Scan the listing below for lines with the word "проезд". Report how many there are, as a number alone.

** Opening Source data block **

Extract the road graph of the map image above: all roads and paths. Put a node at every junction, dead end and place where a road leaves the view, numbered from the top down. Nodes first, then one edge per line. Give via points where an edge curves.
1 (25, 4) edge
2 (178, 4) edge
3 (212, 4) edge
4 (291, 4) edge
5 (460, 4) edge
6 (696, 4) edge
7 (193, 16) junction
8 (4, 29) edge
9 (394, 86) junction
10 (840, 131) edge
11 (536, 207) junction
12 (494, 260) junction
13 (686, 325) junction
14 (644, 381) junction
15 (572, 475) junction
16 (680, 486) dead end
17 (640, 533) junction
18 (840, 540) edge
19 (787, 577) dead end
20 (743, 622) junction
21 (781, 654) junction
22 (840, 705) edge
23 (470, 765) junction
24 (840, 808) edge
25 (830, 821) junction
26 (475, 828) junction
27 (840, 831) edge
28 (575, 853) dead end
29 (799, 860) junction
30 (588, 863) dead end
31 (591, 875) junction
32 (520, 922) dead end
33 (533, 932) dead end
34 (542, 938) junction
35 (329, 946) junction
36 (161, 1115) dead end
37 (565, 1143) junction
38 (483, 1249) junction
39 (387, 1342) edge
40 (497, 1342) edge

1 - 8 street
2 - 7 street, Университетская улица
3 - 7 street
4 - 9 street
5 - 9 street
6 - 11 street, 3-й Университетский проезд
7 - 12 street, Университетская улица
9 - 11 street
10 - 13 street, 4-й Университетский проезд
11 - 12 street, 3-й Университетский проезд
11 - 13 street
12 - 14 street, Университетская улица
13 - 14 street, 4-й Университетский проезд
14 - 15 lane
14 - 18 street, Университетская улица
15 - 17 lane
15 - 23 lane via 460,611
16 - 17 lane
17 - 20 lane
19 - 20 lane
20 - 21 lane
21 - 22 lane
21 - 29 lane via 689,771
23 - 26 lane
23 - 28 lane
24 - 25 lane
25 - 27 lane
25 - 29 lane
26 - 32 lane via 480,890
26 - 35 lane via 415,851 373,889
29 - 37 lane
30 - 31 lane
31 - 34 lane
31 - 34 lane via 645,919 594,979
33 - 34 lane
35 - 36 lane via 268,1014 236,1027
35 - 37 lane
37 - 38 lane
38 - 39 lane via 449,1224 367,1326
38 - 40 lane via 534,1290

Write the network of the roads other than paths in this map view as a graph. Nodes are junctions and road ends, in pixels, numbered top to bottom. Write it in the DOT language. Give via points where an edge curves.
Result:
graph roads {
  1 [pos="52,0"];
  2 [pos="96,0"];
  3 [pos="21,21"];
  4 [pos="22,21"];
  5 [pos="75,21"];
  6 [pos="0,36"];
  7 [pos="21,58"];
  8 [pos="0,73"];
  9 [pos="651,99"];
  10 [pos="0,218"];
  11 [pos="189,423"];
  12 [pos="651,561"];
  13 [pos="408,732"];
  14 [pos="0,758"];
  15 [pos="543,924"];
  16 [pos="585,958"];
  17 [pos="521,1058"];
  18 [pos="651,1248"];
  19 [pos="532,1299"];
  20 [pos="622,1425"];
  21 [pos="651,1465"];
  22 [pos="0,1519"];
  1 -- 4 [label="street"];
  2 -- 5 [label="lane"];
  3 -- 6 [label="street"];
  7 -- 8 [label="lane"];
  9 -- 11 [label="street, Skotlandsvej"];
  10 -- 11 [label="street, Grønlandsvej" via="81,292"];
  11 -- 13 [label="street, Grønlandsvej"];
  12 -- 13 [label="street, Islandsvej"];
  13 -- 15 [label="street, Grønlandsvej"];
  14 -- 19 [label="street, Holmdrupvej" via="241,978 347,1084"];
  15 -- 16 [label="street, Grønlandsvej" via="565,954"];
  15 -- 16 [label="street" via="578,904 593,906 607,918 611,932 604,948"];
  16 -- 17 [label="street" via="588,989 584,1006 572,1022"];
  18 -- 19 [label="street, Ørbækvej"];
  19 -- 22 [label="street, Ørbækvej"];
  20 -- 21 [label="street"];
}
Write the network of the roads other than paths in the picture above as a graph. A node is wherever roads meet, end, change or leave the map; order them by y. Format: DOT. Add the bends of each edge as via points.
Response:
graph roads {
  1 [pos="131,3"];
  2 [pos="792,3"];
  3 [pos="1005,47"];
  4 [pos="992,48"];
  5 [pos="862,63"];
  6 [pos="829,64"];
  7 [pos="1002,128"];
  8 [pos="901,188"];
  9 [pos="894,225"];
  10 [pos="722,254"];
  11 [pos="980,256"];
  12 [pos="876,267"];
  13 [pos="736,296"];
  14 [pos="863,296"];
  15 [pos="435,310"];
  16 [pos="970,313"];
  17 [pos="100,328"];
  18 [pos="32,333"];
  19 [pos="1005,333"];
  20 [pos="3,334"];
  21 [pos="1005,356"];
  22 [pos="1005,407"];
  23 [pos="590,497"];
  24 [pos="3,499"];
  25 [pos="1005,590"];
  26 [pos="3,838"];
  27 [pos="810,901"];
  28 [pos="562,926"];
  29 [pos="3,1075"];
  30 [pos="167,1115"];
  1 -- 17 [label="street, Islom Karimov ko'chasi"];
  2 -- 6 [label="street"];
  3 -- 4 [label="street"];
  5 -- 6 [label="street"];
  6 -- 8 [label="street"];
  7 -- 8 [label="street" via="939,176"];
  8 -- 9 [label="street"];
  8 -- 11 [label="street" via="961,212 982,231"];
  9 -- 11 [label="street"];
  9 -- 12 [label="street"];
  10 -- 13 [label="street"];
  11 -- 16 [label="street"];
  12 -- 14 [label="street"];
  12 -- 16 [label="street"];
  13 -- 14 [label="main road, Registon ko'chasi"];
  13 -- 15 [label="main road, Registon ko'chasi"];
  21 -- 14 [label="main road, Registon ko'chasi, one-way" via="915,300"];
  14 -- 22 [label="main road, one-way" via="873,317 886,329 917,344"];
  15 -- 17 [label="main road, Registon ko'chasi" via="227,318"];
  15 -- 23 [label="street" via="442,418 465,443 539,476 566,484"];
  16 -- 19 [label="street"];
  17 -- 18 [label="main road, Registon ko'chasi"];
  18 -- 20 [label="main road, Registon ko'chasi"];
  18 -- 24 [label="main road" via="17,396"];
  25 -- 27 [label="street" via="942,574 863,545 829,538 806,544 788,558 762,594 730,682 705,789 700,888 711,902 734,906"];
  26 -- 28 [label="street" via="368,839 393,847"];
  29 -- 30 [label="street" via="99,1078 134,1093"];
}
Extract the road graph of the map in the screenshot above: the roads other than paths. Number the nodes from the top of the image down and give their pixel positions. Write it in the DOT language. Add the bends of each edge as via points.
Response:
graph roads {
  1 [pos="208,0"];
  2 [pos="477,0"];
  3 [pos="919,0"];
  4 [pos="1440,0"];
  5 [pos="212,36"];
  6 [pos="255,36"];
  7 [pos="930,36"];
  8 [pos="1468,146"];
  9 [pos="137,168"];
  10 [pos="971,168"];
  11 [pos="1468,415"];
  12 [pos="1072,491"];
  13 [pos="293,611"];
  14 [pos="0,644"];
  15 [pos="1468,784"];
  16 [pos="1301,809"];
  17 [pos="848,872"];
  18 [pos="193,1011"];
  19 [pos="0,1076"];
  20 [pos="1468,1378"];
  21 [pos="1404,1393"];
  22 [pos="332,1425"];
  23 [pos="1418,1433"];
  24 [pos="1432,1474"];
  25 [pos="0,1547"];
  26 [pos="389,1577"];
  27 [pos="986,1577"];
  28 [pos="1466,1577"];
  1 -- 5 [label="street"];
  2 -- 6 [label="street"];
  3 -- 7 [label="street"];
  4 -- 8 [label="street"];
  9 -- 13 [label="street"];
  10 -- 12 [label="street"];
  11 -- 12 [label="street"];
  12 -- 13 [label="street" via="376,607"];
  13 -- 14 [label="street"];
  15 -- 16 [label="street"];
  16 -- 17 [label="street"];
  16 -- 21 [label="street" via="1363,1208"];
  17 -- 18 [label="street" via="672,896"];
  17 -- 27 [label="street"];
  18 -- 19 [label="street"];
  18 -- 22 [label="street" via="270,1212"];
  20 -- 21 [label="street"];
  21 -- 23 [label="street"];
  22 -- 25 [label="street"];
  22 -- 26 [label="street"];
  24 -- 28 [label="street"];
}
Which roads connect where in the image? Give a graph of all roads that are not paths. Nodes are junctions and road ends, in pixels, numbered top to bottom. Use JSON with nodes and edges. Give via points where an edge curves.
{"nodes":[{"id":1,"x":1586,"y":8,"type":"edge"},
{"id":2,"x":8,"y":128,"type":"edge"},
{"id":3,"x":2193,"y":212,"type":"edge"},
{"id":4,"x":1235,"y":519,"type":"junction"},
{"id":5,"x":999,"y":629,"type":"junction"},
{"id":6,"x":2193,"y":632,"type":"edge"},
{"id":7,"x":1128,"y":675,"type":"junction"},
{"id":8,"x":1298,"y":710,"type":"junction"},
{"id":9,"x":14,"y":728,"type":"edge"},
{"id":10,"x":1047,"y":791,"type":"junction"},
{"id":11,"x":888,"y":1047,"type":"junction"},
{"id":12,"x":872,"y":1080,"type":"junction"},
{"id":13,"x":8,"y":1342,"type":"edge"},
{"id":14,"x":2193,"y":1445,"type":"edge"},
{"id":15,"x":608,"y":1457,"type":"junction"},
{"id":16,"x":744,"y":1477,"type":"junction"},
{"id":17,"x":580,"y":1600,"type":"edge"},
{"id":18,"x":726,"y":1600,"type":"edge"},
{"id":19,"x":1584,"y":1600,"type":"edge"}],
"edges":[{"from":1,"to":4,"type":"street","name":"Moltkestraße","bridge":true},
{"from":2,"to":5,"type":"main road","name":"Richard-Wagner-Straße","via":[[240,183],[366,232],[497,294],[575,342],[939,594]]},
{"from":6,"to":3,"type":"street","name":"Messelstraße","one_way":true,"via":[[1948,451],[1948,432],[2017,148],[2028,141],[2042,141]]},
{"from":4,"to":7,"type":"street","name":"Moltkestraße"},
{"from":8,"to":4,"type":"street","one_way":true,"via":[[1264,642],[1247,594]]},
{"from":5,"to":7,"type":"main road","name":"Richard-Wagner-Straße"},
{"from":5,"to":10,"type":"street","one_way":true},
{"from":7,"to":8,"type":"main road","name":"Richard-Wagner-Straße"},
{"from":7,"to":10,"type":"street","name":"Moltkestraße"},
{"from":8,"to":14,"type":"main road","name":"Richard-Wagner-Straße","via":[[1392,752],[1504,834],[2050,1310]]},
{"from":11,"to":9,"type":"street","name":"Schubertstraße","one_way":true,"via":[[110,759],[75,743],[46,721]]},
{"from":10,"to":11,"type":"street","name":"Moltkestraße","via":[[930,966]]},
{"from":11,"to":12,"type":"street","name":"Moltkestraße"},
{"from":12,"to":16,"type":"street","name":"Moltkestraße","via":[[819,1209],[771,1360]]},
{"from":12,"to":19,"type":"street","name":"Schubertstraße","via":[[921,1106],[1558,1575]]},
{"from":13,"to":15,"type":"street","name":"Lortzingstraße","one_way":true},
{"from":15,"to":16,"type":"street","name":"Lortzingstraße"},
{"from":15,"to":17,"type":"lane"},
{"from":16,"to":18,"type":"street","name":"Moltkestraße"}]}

** Closing Source data block **

## Solution for this task
4